– Ну, здравствуй, Птичик! – Она улыбнулась. – Ты так вырос, тебя совсем не узнать! Сколько тебе сейчас? Пятнадцать?
– Пятнадцать с половиной, – уточнил он. – Меня так давно никто не называл, Птичиком!..
– Если не нравится, я не буду.
– Ты можешь называть меня как хочешь.
– Спасибо. Будешь завтракать? Кофе, чай?
– Я ел. Кофе заставляет мое сердце стучать быстрее… Чай я не люблю.
– Ладно… Мне надо съесть что-то. Я много пью кофе. Мое сердце стучит медленно.
Он смотрел, как она ест, вдыхал запах кофе.
– Ты помнишь, какой сегодня день? – спросил.
– Нет, – ответила она, не опуская глаз.
– Пять лет назад умер Нестор, мой отец, твой любовник.
– Я не запоминаю дат! – ответила жестко, будто хлестнула плетью.
Она понравилась ему такой.
– Ты живешь в его квартире.
– Это моя квартира, мальчик!
Он улыбнулся.
– Тебя мать прислала, мальчик?
– Я сам пришел. – Он улыбнулся шире, показывая крепкие зубы. – Ты не хочешь вспоминать отца?
– Я помню его. – Она слегка раскраснелась. – Ты пришел рассказать, что он спал с мной?
– Нет. Я просто убедился, что ты помнишь его.
– Мне было девятнадцать, когда мы с ним познакомились. – Она отправила в раковину тарелку с недоеденной яичницей, вызывающе встала перед Анцифером, скрестив на груди руки. – Зачем ты пришел? – стояла, глядя ему в глаза. В них, цвета стали, жестких и цепких, она не могла отыскать того чувствительного мальчика, которым Анцифер был пять лет назад, – со слезой, с надрывом сердца.
Она слишком поздно поняла, что близко к нему подошла.
Молниеносно, молодым зверем, он обхватил большими руками ее узкие бедра и, словно игрушечную, рванул на себя, уткнув лицо ей в живот.

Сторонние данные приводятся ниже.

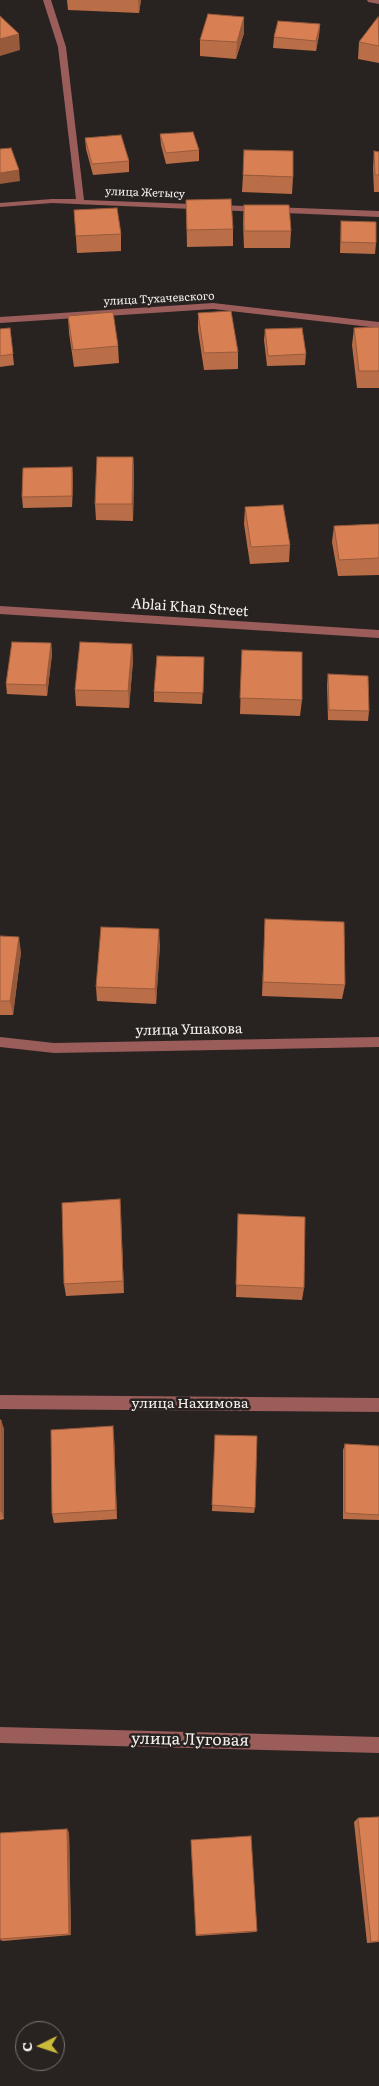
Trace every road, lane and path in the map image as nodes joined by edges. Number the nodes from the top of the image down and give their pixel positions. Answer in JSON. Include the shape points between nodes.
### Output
{"nodes":[{"id":1,"x":47,"y":0,"type":"edge"},
{"id":2,"x":371,"y":0,"type":"edge"},
{"id":3,"x":379,"y":2,"type":"edge"},
{"id":4,"x":80,"y":202,"type":"junction"},
{"id":5,"x":0,"y":205,"type":"edge"},
{"id":6,"x":379,"y":214,"type":"edge"},
{"id":7,"x":0,"y":320,"type":"edge"},
{"id":8,"x":379,"y":325,"type":"edge"},
{"id":9,"x":0,"y":610,"type":"edge"},
{"id":10,"x":379,"y":634,"type":"edge"},
{"id":11,"x":0,"y":1042,"type":"edge"},
{"id":12,"x":379,"y":1042,"type":"edge"},
{"id":13,"x":0,"y":1402,"type":"edge"},
{"id":14,"x":379,"y":1405,"type":"edge"},
{"id":15,"x":0,"y":1735,"type":"edge"},
{"id":16,"x":379,"y":1745,"type":"edge"}],
"edges":[{"from":1,"to":4,"type":"street","via":[[62,47]]},
{"from":2,"to":3,"type":"street"},
{"from":4,"to":5,"type":"street","name":"улица Жетысу"},
{"from":4,"to":6,"type":"street","name":"улица Жетысу"},
{"from":7,"to":8,"type":"street","name":"улица Тухачевского","via":[[213,306]]},
{"from":9,"to":10,"type":"street","name":"Ablai Khan Street"},
{"from":11,"to":12,"type":"street","name":"улица Ушакова","via":[[54,1048]]},
{"from":13,"to":14,"type":"street","name":"улица Нахимова"},
{"from":15,"to":16,"type":"street","name":"улица Луговая"}]}
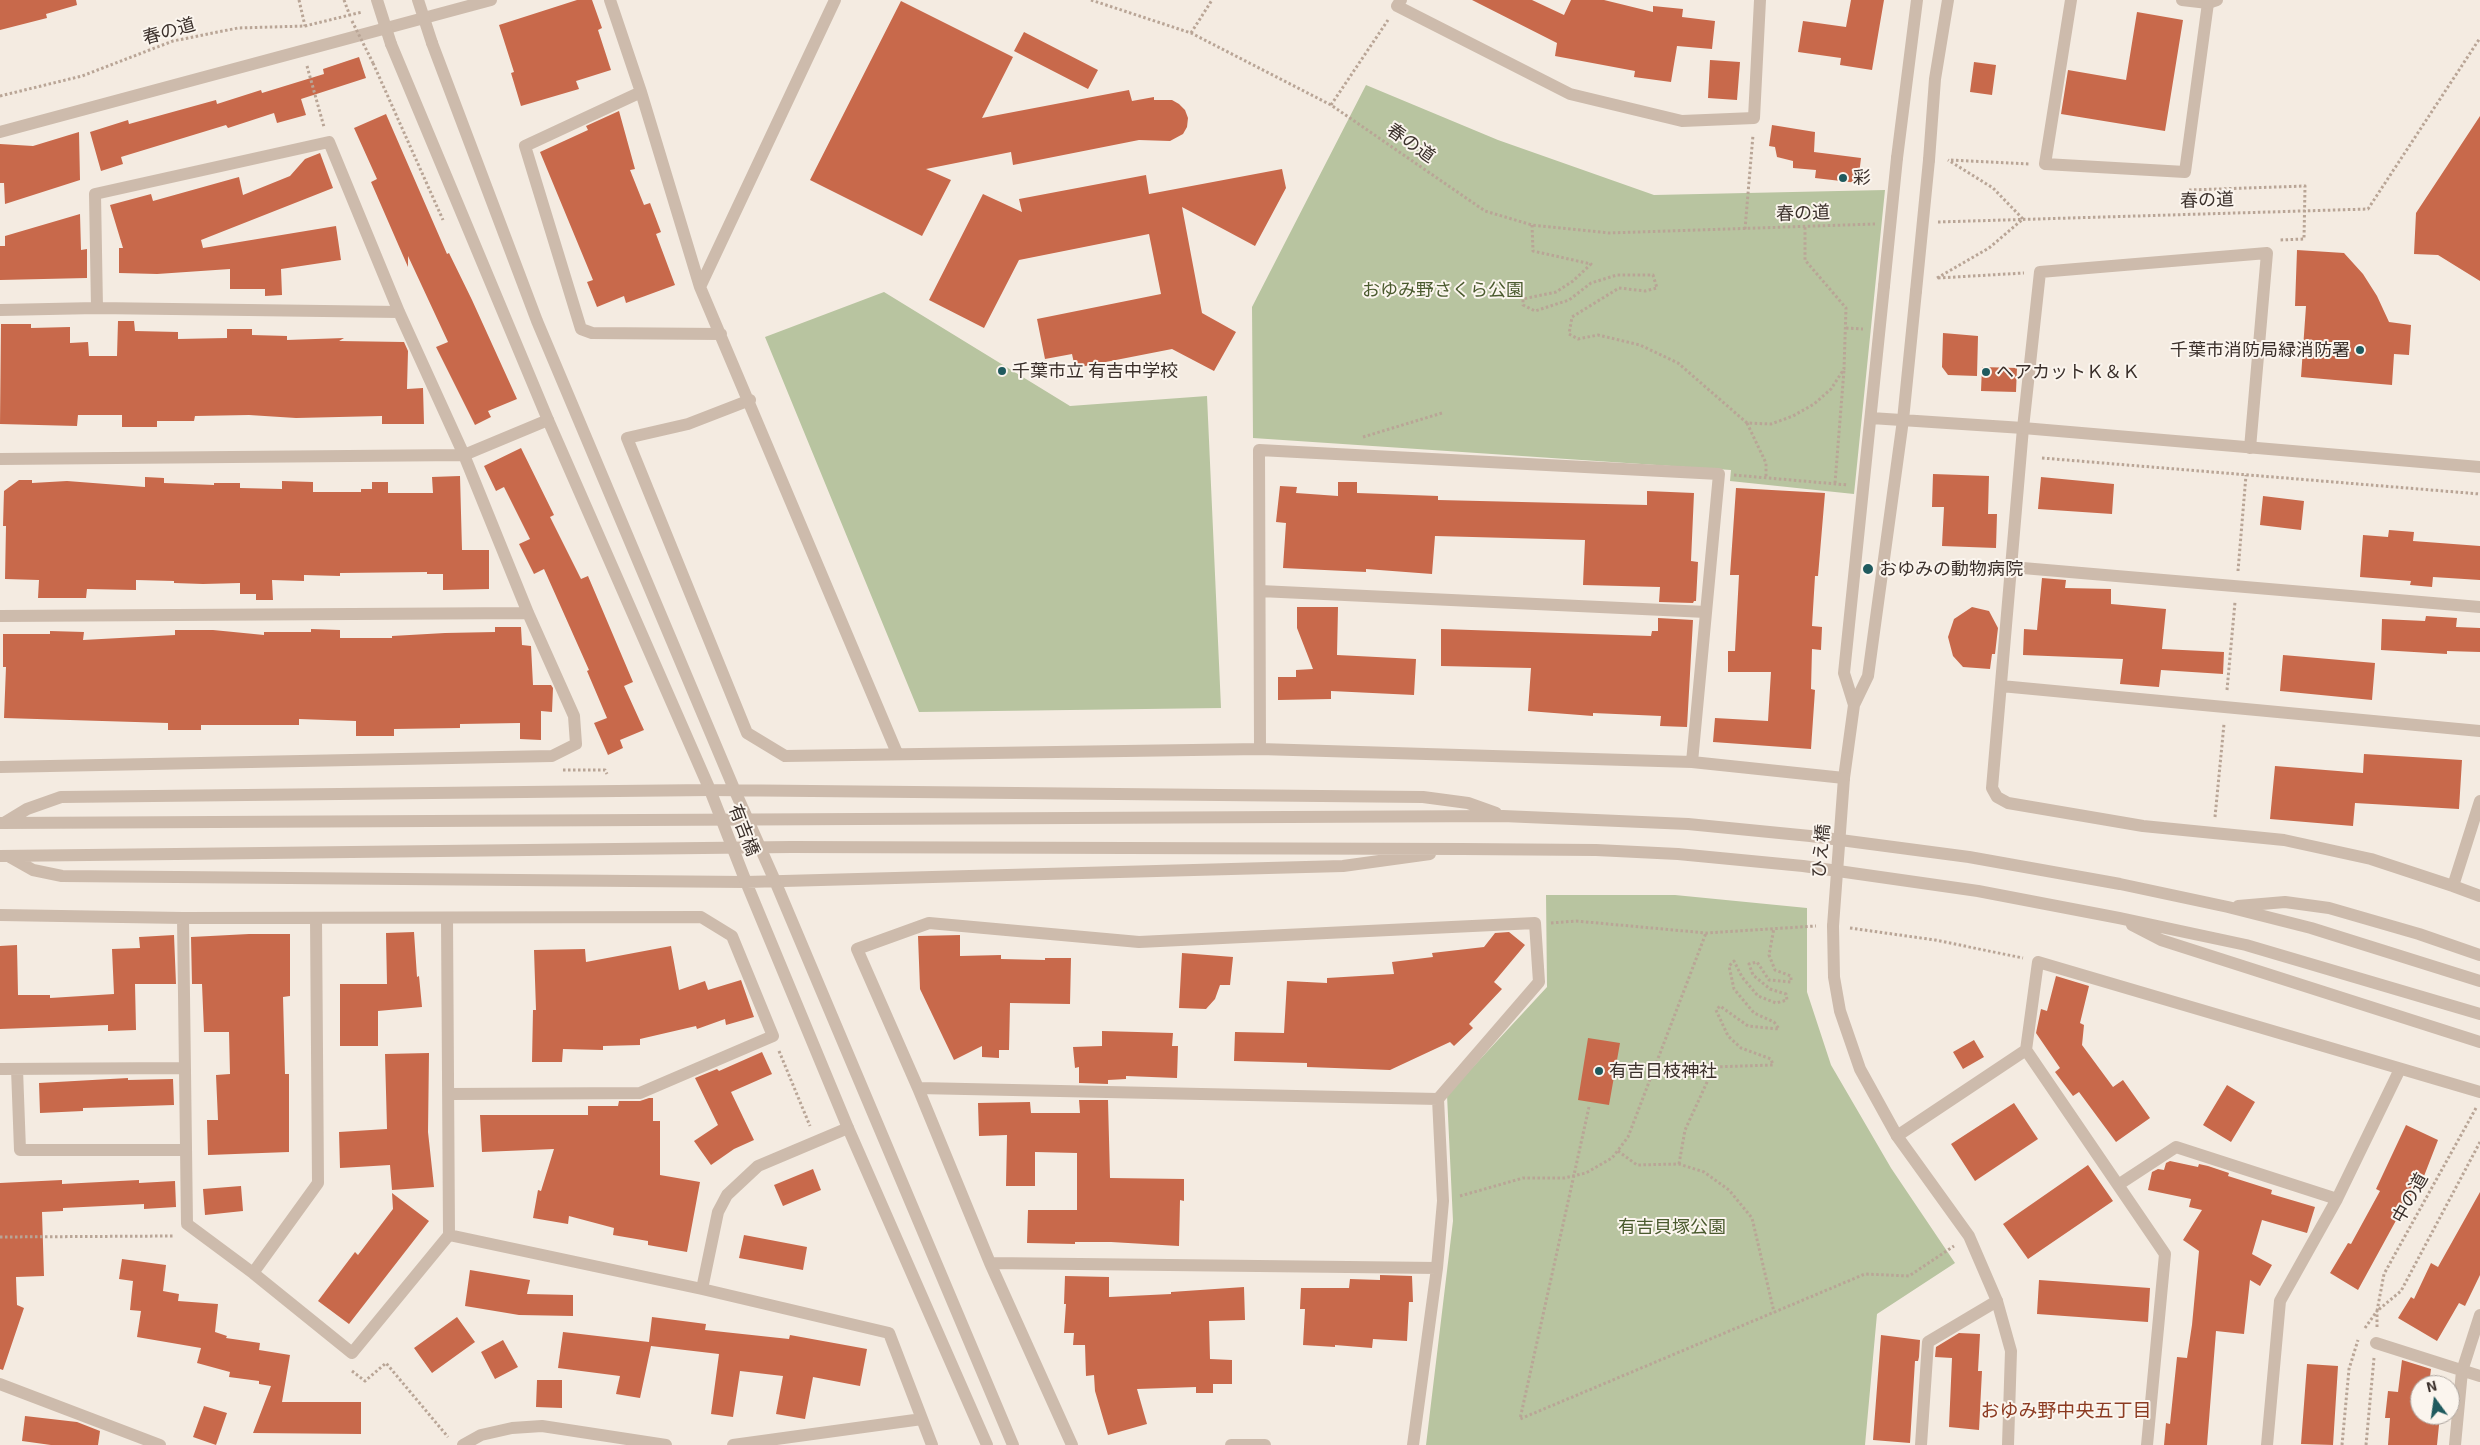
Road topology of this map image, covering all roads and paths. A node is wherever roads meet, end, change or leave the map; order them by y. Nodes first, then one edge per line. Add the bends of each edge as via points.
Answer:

От неожиданности она не смогла даже крикнуть. Лишь рот открыла, чувствуя на своих ягодицах сталь его пальцев.
Он поднял ее и понес из кухни на ковер рядом с кроватью.
Сильные руки с необыкновенной легкостью стащили с нее одежду. Она молча сопротивлялась, корябая его кожу острыми ногтями.
Наконец спазм отпустил ее горло:
– Черт… Что ты делаешь, скотина?!
Несмотря на происходящее, на проникшие в нее пальцы, жадно ищущие что-то внутри ее тела, она не боялась. В ее голове по-прежнему возникал образ десятилетнего Птичика, нервного и нежного.
Он придавил ее к ковру, подмяв всю под себя, как медведь, собирающийся задрать овцу.
– Перестань, скотина! – сопротивлялась Алина.
Она увидела, как ее правая грудь почти целиком пропала у него во рту. Она даже засмеялась, как будто фокус увидела хитрый.
С необыкновенной легкостью он перевернул ее под собой, а потом что-то огромное вошло в нее до ложечки, так что она против воли застонала, и в этот влажный стон он переместил пальцы руки своей, трогая ими ее зубы и горячий язык.